In our experiments, memory-mapping a small graph from a SSD only incurs a relatively small slowdown (about 15-20%). However, when the graph is too big to fit in RAM, the kernel has to constantly invalidate pages to cache newly accessed sections, which incurs a very large performance penalty. A full traversal of a large graph that usually takes about 20 hours when loaded in main memory could take more than a year when mapped from a hard drive!

When deciding what to direct-load and what to memory-map, here are a few rules of thumb:

  • If you don’t need random access to the graph edges, you can consider using the “offline” loading mode. The offsets won’t be loaded which will save dozens of gigabytes of RAM.

  • If you only need to query some specific nodes or run trivial traversals, memory-mapping the graph from a HDD should be a reasonable solution that doesn’t take an inordinate amount of time. It might be bad for your disks, though.

  • If you are constrained in available RAM, memory-mapping the graph from an SSD offers reasonable performance for reasonably complex algorithms.

  • If you have a heavy workload (i.e. running a full traversal of the entire graph) and you can afford the RAM, direct loading will be orders of magnitude faster than all the above options.

Sharing mapped data across processes

Often, multiple processes can be working on the same data (mappings or the graph itself), for instance when running different experiments on the same graph. This is problematic in terms of RAM usage when using direct memory loading, as the same data of potentially hundreds of gigabytes is loaded in memory twice.

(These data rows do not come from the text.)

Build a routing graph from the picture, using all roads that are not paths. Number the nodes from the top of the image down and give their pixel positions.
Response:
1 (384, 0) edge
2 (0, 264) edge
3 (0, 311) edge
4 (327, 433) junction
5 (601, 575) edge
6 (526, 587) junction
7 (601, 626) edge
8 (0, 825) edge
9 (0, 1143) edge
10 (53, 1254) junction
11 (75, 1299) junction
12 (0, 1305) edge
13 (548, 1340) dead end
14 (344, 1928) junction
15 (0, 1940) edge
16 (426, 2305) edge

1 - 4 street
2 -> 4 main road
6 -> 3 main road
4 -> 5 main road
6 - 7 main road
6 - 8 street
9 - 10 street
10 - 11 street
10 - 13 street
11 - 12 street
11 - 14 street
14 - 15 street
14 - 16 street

As we have seen, memory-mapping can be used to avoid storing redundant data in RAM, but comes at the cost of potentially slower I/O as the data is no longer guaranteed to be loaded in main memory and is reliant on kernel heuristics.

To efficiently share data across two different compressed graph processes, another option is to copy graph data to a tmpfs not backed by a disk swap, which forces the kernel to load it entirely in RAM. Subsequent memory-mappings of the files stored in the tmpfs will simply map the data stored in RAM to virtual memory pages, and return a pointer to the in-memory structure.

To do so, we create a directory in /dev/shm in which we copy all the files that we want to direct-load in RAM, and symlink all the others. Then, we load the graph using the memory-mapped loading mode, which makes it use the shared memory stored in the tmpfs under the hood.

Here is a systemd service that can be used to perform this task automatically:

[Unit]
Description=swh-graph memory sharing in tmpfs

[Service]
Type=oneshot
RemainAfterExit=yes
ExecStart=mkdir -p /dev/shm/swh-graph/default
ExecStart=sh -c "ln -s /.../compressed/* /dev/shm/swh-graph/default"
ExecStart=cp --remove-destination /.../compressed/graph.graph /dev/shm/swh-graph/default
ExecStart=cp --remove-destination /.../compressed/graph-transposed.graph /dev/shm/swh-graph/default
ExecStop=rm -rf /dev/shm/swh-graph/default

[Install]
WantedBy=multi-user.target